In sum, when viewed in the light most favorable to the State, there was insufficient evidence from which the jury could, "by fair inference," find Harmon guilty beyond a reasonable doubt of possession of a short-barreled shotgun based on the principle of constructive possession. See, e.g., Brooks v. State, 321 So.3d 1283, 1288 (Ala.Crim.App.2020) (holding that the State failed to prove constructive possession because "[t]here was no other evidence to connect Brooks to the [contraband] other than his presence in the vehicle and his close proximity" to the container in which the contraband was found); Black v. State, 74 So.3d 1054, 1060-61 (Ala.Crim.App.2011) (holding that, although Black's connection to the vehicle was shown, the evidence did not show his constructive possession of contraband because there was no evidence of his exclusive possession of the vehicle or that he had knowledge of the contraband; "[t]he Taurus was locked, and there was no evidence that Black had the keys."); Radney v. State, 840 So.2d 190, 195 (Ala.Crim.App.2002) (holding that the evidence was not sufficient to support a finding of constructive possession when "[t]here was simply no evidence, other than Radney's ownership of and presence in the vehicle, showing that Radney had knowledge of the [contraband] in the leopard-print bag."); and R.W. v.

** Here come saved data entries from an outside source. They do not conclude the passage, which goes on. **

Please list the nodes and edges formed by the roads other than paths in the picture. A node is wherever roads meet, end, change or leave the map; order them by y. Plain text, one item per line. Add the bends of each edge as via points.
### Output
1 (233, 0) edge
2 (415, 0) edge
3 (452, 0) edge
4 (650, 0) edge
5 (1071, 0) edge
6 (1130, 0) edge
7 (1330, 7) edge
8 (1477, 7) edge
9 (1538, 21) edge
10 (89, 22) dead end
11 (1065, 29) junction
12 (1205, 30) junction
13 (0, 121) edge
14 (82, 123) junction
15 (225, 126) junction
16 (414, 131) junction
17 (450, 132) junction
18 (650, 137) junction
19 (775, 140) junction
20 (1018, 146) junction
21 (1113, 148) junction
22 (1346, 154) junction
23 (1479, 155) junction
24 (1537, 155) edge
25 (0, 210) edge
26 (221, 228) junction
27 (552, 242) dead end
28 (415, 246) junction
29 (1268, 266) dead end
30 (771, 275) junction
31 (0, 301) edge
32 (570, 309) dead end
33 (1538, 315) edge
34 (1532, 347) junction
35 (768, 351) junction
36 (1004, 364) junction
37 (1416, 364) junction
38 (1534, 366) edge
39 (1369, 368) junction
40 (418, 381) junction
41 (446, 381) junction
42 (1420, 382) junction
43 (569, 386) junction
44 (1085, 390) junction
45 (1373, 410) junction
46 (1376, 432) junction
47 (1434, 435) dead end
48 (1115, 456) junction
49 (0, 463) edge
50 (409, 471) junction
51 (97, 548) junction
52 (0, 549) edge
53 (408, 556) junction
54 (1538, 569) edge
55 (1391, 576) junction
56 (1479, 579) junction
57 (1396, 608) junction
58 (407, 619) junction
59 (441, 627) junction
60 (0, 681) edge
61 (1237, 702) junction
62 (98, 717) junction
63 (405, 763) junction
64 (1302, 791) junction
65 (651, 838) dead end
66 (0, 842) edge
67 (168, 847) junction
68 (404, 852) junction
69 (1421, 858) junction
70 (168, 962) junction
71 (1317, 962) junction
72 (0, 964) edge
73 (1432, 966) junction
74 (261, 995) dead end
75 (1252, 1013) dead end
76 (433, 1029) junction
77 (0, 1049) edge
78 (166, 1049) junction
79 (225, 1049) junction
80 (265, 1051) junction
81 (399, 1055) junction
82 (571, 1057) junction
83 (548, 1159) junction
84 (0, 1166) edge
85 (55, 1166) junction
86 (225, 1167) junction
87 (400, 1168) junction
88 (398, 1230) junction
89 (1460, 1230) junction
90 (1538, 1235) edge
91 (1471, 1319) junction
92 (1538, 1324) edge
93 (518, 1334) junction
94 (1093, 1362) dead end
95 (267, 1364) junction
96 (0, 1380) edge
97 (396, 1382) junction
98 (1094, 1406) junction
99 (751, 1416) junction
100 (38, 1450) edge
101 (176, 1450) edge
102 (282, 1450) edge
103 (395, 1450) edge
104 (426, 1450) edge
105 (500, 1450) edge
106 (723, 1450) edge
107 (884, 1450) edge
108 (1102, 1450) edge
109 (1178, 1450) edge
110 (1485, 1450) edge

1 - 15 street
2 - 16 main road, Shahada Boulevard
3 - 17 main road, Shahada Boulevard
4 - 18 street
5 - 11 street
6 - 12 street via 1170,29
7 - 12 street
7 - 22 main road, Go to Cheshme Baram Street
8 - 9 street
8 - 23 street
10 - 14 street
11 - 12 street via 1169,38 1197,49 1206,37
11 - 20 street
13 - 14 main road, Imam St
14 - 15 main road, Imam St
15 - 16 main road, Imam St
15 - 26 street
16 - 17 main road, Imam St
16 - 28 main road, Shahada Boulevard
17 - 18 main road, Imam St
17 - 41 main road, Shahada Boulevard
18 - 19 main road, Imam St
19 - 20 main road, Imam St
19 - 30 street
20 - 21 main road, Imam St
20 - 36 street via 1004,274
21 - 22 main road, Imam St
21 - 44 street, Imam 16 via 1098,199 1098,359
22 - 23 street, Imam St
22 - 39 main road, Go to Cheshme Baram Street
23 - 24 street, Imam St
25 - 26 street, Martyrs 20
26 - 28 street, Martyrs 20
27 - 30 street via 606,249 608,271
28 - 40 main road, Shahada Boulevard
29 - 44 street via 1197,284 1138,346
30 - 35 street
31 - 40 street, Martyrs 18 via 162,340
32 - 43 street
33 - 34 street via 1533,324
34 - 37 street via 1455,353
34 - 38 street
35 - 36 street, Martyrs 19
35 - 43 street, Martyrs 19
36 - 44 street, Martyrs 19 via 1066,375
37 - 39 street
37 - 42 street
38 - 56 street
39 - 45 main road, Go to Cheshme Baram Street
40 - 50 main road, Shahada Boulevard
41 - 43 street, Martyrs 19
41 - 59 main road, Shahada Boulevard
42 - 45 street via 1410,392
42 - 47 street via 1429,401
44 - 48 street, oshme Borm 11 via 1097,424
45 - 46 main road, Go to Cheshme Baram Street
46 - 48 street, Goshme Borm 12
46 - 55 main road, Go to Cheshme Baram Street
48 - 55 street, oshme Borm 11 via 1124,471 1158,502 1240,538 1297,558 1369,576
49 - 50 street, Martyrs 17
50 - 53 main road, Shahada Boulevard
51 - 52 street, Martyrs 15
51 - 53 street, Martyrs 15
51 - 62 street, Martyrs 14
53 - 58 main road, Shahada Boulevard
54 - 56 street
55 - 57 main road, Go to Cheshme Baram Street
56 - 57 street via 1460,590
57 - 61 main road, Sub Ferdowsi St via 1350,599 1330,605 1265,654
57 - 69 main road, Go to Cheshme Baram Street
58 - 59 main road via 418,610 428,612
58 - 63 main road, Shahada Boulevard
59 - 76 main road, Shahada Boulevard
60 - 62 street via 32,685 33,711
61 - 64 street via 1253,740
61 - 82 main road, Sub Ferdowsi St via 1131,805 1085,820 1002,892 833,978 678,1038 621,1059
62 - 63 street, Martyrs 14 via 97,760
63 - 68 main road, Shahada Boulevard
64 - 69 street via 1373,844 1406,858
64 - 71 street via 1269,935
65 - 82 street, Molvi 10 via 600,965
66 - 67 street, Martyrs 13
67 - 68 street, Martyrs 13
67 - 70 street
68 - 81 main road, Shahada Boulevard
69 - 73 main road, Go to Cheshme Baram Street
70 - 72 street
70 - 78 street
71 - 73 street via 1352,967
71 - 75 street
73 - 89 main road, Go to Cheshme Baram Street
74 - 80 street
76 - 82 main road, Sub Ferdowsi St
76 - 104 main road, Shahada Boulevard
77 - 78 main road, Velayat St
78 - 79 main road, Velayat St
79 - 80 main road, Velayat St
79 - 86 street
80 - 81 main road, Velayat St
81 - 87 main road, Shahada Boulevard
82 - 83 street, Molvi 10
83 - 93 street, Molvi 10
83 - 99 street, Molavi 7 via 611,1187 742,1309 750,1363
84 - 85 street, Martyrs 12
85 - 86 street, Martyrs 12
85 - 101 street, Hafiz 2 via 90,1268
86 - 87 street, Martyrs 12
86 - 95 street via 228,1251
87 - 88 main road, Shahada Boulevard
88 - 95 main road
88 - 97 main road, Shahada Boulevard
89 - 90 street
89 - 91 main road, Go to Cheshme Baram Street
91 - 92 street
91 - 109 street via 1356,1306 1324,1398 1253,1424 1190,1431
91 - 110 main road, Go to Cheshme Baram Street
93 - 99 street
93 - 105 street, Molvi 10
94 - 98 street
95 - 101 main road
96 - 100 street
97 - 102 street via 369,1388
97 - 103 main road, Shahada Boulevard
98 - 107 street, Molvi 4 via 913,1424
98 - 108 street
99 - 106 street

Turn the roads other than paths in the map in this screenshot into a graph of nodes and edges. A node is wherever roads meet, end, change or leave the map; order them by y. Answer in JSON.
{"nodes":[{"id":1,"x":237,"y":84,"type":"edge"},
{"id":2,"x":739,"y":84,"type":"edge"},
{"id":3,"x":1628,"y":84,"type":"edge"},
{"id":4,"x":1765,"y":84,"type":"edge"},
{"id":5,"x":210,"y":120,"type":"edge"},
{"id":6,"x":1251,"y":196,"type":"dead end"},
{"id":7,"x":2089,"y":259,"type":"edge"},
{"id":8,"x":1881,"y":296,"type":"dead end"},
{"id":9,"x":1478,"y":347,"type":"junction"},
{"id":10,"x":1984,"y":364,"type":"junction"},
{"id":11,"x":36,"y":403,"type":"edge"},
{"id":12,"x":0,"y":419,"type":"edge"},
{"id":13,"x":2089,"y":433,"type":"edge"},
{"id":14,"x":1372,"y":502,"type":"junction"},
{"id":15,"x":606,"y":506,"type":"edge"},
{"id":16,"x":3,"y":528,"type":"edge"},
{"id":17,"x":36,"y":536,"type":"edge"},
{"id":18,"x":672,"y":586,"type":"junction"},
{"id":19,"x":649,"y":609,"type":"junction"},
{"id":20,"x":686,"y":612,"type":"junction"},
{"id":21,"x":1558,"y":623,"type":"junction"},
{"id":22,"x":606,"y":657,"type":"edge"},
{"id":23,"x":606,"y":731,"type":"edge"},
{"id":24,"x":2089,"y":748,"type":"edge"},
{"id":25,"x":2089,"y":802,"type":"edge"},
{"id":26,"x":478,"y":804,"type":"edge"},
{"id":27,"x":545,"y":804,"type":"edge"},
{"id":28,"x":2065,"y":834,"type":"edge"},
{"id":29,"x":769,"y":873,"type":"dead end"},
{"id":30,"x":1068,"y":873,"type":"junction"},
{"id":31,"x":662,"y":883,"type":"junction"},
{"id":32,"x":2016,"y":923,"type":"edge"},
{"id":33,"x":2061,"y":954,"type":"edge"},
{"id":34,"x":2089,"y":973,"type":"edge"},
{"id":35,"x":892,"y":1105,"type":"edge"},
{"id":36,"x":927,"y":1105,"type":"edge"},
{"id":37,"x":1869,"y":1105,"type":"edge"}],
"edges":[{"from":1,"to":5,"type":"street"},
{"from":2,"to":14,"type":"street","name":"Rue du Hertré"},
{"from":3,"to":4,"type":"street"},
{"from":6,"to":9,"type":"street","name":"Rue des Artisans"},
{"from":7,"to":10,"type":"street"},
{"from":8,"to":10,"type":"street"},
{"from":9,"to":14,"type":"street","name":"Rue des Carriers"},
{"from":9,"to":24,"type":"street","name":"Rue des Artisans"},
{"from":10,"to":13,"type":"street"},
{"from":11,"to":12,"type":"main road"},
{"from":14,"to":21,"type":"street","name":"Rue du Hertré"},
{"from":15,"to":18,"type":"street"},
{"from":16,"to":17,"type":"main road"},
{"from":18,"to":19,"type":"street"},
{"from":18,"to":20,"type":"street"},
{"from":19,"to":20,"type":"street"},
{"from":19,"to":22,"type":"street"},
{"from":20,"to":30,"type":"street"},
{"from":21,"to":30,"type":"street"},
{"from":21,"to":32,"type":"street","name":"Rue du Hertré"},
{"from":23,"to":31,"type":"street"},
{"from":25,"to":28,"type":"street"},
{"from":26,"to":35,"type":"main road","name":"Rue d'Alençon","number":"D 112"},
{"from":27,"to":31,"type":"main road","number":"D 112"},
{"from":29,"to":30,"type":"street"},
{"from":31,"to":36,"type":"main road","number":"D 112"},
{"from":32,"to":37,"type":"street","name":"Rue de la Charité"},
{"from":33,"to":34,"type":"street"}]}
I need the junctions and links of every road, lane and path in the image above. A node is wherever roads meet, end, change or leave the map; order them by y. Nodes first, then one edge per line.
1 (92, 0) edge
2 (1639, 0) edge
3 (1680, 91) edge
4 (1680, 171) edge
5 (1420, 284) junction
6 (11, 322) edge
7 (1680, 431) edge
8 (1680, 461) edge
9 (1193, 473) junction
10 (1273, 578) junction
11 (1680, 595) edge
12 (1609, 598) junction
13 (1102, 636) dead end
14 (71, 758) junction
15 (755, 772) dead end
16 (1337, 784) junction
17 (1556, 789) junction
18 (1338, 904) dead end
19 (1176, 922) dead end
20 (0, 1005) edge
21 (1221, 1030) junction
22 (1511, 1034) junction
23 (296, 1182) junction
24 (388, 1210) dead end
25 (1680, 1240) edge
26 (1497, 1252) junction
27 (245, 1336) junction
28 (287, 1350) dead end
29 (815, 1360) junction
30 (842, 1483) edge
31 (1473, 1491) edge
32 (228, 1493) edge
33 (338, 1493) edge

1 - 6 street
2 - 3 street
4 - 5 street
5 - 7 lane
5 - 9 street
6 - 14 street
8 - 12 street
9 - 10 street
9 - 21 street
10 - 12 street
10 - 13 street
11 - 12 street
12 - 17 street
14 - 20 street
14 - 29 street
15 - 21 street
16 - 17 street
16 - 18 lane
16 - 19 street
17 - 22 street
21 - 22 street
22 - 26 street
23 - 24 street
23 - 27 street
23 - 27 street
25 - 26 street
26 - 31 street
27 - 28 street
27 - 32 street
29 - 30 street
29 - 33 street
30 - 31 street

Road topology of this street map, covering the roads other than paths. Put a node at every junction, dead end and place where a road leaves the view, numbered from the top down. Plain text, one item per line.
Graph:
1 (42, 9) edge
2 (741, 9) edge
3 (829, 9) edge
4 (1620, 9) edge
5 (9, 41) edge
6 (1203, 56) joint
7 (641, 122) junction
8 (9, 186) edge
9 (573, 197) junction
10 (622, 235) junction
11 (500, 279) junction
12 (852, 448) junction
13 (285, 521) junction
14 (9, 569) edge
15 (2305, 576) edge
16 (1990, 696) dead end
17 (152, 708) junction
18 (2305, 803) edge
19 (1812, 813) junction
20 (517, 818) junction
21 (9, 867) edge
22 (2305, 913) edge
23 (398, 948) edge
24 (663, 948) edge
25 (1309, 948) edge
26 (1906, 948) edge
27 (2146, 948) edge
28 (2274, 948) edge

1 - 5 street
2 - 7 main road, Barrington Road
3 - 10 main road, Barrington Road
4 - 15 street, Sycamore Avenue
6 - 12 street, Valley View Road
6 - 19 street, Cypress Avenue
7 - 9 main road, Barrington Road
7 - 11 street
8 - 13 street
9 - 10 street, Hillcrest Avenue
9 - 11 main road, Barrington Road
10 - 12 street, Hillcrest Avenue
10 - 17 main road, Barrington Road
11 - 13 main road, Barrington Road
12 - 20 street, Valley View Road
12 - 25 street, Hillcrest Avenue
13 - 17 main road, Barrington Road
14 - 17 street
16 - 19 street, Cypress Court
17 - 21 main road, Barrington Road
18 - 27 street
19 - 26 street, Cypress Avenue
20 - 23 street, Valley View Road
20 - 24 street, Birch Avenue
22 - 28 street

State, 808 So.2d 1228, 1233-34 (Ala.Crim.App.2001) (holding the evidence insufficient to show constructive possession because "[t]he State presented no evidence tending to exclude other possible possessors, ... no evidence that any contraband was found on the appellant's person, no evidence that the appellant had substantial control over the place where the contraband was found, no evidence of admission by the appellant, no evidence that the appellant had engaged in conduct that would suggest a consciousness of guilt . and no evidence suggesting that the appellant had ever used [the contraband].").
Conclusion
For these reasons, the trial court erred by denying Harmon's motion for a judgment of acquittal. Accordingly, the judgment of the trial court is reversed, and a judgment is rendered in favor of Harmon.
REVERSED AND JUDGMENT RENDERED.
Windom, P.J., and Kellum, McCool, and Minor, JJ., concur.